Thursday, September 12, 2013

House Wren

This morning I walked a bit at Heirloom Harvest CSA in Westboro.  The meadows appeared to be recently mowed with hay rounds dotted around the shorn fields.  When I was leaving, I walked over to a fence near my parked car to look across one last field.  As I stood there, the leaves rustled near the ground.  A House Wren popped up from the undergrowth onto the fence and then a nearby tree where it proceeded to give me a severe scolding.   A second wren soon joined it.   If you click to enlarge the following photo and look closely, I think there's a tick next to its eye.
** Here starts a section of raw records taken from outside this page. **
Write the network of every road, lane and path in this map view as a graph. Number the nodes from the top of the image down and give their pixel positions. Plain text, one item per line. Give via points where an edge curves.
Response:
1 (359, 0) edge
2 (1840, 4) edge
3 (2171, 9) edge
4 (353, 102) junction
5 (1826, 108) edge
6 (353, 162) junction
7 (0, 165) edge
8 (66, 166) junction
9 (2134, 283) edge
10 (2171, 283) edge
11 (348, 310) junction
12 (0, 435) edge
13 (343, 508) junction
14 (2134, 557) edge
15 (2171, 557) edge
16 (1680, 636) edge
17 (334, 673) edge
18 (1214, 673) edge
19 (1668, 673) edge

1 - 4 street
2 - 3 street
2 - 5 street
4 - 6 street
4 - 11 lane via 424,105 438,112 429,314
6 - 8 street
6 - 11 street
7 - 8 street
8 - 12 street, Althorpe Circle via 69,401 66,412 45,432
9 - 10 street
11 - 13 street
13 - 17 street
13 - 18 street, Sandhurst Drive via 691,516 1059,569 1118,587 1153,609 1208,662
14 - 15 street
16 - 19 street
At the Auburn Bird Banding Project this past spring, I learned that ticks attach to birds around their eyes, bill, and head because these areas are hard for the bird to preen (because they use their bill to preen).  They have to deal with the tick until it feeds enough and falls off on its own.  The bird banders remove any ticks they find on birds and keep the information in their records.

House Wren

Juvenile Eastern Bluebirds

Eastern Bluebird

This tractor was popular with the bluebirds, too!  They were on the exhaust pipe and on the roof.
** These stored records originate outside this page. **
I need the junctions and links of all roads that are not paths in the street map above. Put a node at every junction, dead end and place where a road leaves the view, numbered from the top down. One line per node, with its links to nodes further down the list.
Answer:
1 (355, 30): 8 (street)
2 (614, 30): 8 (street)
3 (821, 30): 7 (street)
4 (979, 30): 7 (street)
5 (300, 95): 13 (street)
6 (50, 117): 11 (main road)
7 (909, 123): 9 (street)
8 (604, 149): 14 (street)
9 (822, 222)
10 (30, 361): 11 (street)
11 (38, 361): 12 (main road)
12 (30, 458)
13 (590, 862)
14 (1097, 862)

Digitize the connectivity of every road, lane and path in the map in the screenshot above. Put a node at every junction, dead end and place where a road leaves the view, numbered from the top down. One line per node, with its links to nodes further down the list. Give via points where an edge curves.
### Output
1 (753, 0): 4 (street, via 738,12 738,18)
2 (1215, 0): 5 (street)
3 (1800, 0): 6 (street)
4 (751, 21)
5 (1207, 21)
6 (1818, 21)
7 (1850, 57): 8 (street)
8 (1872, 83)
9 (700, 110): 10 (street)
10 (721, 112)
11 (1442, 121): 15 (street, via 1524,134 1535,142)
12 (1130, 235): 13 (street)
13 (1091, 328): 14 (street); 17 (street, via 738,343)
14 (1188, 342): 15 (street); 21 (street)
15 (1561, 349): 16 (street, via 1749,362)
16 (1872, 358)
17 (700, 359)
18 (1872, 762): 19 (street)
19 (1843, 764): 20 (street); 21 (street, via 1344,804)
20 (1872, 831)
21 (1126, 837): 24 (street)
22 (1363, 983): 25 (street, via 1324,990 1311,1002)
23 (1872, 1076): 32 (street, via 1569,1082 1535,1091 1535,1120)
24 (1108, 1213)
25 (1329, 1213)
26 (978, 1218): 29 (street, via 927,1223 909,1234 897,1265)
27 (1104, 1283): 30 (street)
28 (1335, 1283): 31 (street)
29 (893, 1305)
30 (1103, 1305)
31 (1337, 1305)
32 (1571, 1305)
A few days ago, I spotted my first Harvester butterfly in my yard.  Greg D. of the Mass Butterfly Club suggested that I look for Alder trees with wooly aphids (the host for the carnivorous Harvest caterpillars).  It took me a few days, but I did finally figure out that it is Speckled Alders that have popped up in the wetlands out front.  Here is a photo of the leaf of the Speckled Alder.  I didn't find any aphids, but at least now I know where to look!
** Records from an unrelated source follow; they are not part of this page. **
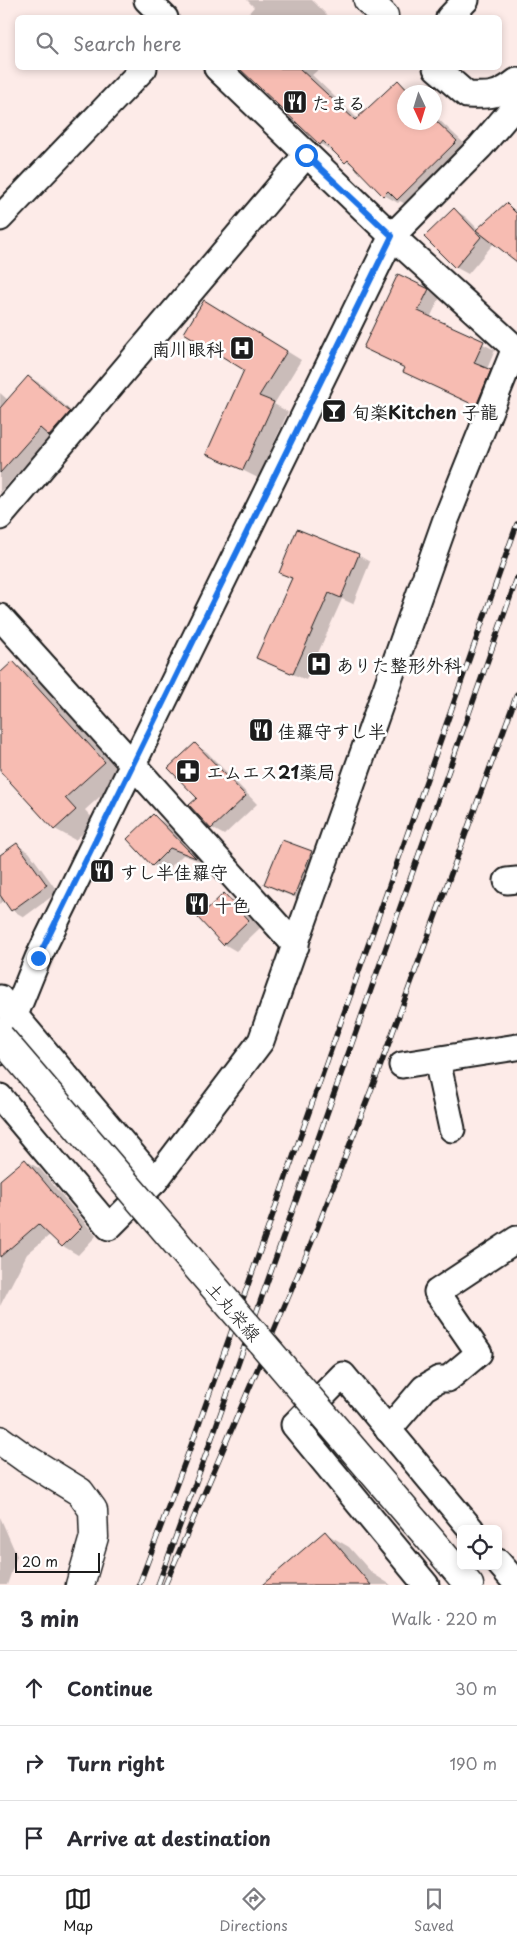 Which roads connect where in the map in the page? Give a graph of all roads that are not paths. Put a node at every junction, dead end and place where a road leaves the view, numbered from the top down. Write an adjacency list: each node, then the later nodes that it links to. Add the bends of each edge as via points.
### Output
1 (147, 0): 3 (street)
2 (466, 0): 4 (street)
3 (162, 15)
4 (453, 15)
5 (142, 70): 13 (street)
6 (218, 70): 12 (street)
7 (438, 70): 10 (street, via 467,95)
8 (461, 70): 10 (street)
9 (517, 81): 10 (street)
10 (491, 96)
11 (517, 104): 14 (street, via 480,147)
12 (306, 155): 14 (street); 15 (street)
13 (0, 218)
14 (392, 236): 17 (street); 18 (street, via 516,348 445,522)
15 (0, 517)
16 (0, 617): 17 (street)
17 (132, 765): 18 (street); 19 (street, via 38,958)
18 (296, 946): 26 (street, via 261,1041)
19 (5, 1017): 21 (street); 26 (street); 35 (main road, 土丸栄線, bridge)
20 (517, 1047): 22 (street)
21 (0, 1052)
22 (438, 1060): 23 (street); 25 (street)
23 (402, 1065)
24 (0, 1097): 26 (street, via 109,1227)
25 (452, 1130)
26 (155, 1180)
27 (517, 1239): 28 (street, via 437,1292 479,1353 448,1379 439,1379 424,1388)
28 (388, 1430): 30 (street); 34 (street, via 343,1375 294,1425)
29 (0, 1440): 33 (main road, via 80,1492 93,1510 94,1538)
30 (468, 1525)
31 (502, 1567): 32 (street)
32 (517, 1584)
33 (80, 1585)
34 (426, 1585)
35 (469, 1585)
My garden is a bit wild this year (and that's being generous), and there are currently more ugly weeds than blooming plants.  One of the few things actually just coming into bloom this time of year is Ligularia.  I saw a Ruby-Throated Hummingbird nectaring on it the other day, so I'm glad it's there!



The hydrangea are taking on their Fall colors too.  There's no denying that summer is nearly over.

Ruby-Throated Hummingbird (click to enlarge)

While I was outside, a hummingbird flew in to nectar at the Buddleia.  It's flown in here a few other times when I've just happened to be standing there, but the other times I was much closer and it spooked from my camera noise.  This time I was far enough away to snap a couple shots of it before it spooked.  These bright little birds will soon be heading south for the winter.  I'll miss them!